**PROVIDED MATERIAL:**
-.-.-

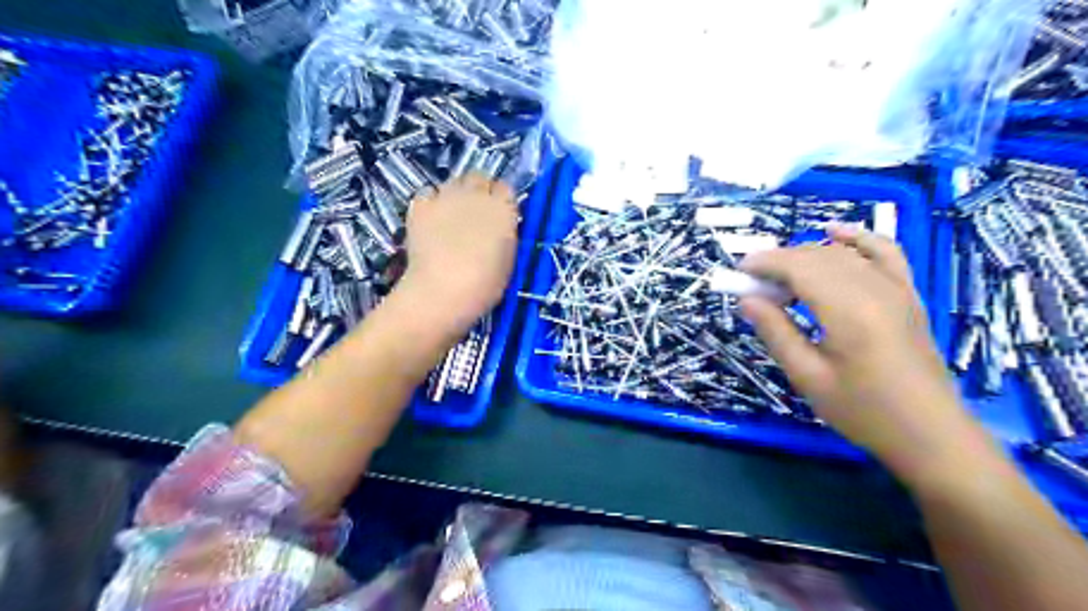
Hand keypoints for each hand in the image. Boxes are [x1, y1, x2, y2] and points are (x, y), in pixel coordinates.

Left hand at [399, 171, 516, 327]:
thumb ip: (504, 235)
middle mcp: (477, 195)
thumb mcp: (508, 260)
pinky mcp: (420, 205)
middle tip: (474, 212)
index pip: (506, 188)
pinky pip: (427, 193)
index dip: (501, 200)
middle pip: (479, 177)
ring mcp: (446, 197)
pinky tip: (430, 219)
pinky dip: (430, 202)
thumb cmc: (484, 285)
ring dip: (455, 194)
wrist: (441, 291)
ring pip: (453, 182)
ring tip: (451, 215)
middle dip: (478, 190)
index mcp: (504, 210)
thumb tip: (498, 228)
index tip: (498, 213)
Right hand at [743, 224, 991, 481]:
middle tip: (752, 284)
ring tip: (779, 277)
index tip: (738, 273)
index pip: (798, 267)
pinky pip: (884, 252)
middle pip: (817, 256)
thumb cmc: (863, 411)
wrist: (931, 434)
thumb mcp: (808, 376)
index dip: (764, 264)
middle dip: (779, 261)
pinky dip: (858, 238)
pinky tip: (835, 231)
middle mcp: (874, 288)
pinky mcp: (908, 295)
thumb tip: (746, 299)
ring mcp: (896, 288)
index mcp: (848, 310)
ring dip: (805, 256)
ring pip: (842, 254)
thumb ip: (776, 332)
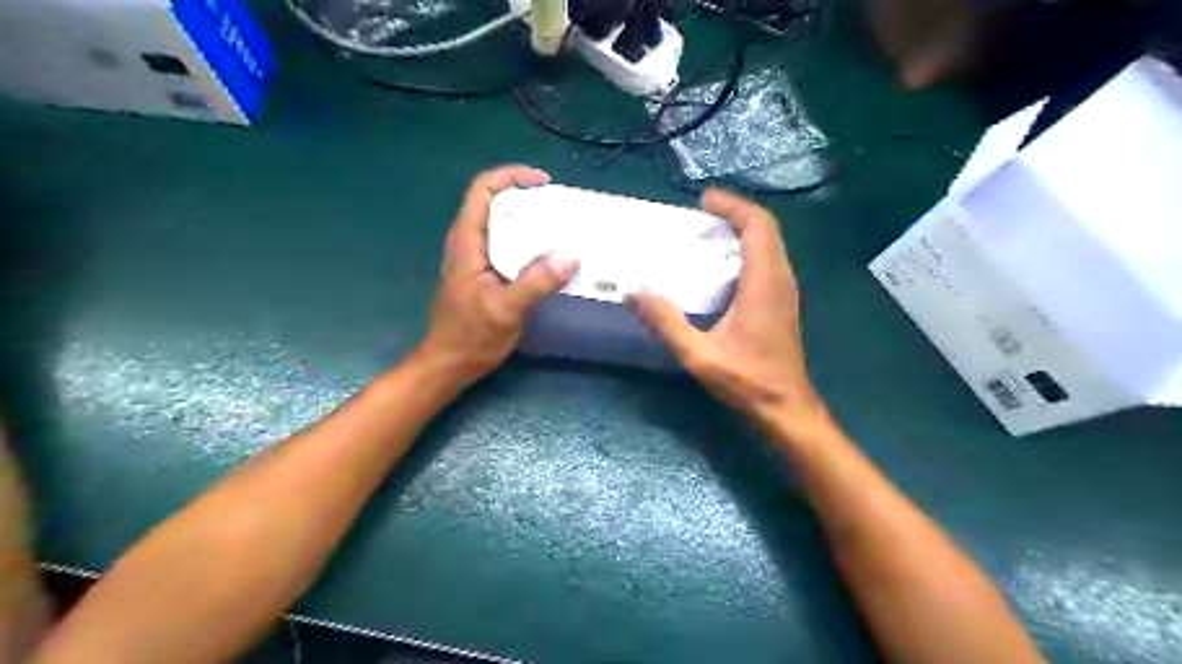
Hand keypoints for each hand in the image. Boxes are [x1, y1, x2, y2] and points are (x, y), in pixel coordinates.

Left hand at [417, 164, 580, 385]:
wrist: (449, 364)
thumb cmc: (471, 336)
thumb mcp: (506, 310)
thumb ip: (536, 283)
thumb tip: (570, 257)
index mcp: (467, 241)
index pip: (483, 190)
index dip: (511, 176)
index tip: (543, 183)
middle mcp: (468, 242)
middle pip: (494, 201)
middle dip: (526, 196)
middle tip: (560, 207)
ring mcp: (475, 258)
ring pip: (501, 223)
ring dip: (529, 219)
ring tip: (560, 226)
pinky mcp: (484, 273)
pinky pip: (507, 244)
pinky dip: (528, 241)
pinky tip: (548, 255)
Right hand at [631, 188, 822, 429]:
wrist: (786, 407)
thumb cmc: (746, 381)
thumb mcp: (699, 354)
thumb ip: (666, 322)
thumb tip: (633, 292)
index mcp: (764, 283)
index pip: (758, 226)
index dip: (733, 206)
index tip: (704, 200)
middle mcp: (781, 279)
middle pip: (766, 229)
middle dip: (736, 213)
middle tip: (703, 212)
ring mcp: (786, 291)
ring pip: (771, 244)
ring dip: (744, 230)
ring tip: (711, 231)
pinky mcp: (784, 302)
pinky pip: (770, 260)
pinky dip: (749, 248)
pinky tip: (724, 264)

-.-.-

**TASK TO CARRY OUT:** Nothing but the lines from the first line of the listing above to the line containing "index tip: (498, 213)" should appear in the answer, each one exact and with no pictures.

**RESPONSE BELOW:**
Hand keypoints for each hand in the image. Boxes are [x1, y1, x2, y2] and points are (x, y), in pixel coordinates.

Left hand at [399, 171, 516, 327]:
thumb ip: (504, 235)
middle mcp: (477, 195)
thumb mcp: (508, 260)
pinky mcp: (420, 205)
middle tip: (474, 212)
index pip: (506, 188)
pinky pip: (427, 193)
index dip: (501, 200)
middle pip: (479, 177)
ring mcp: (446, 197)
pinky tip: (430, 219)
pinky dip: (430, 202)
thumb cmc: (484, 285)
ring dip: (455, 194)
wrist: (441, 291)
ring pip: (453, 182)
ring tip: (451, 215)
middle dip: (478, 190)
index mcp: (504, 210)
thumb tip: (498, 228)
index tip: (498, 213)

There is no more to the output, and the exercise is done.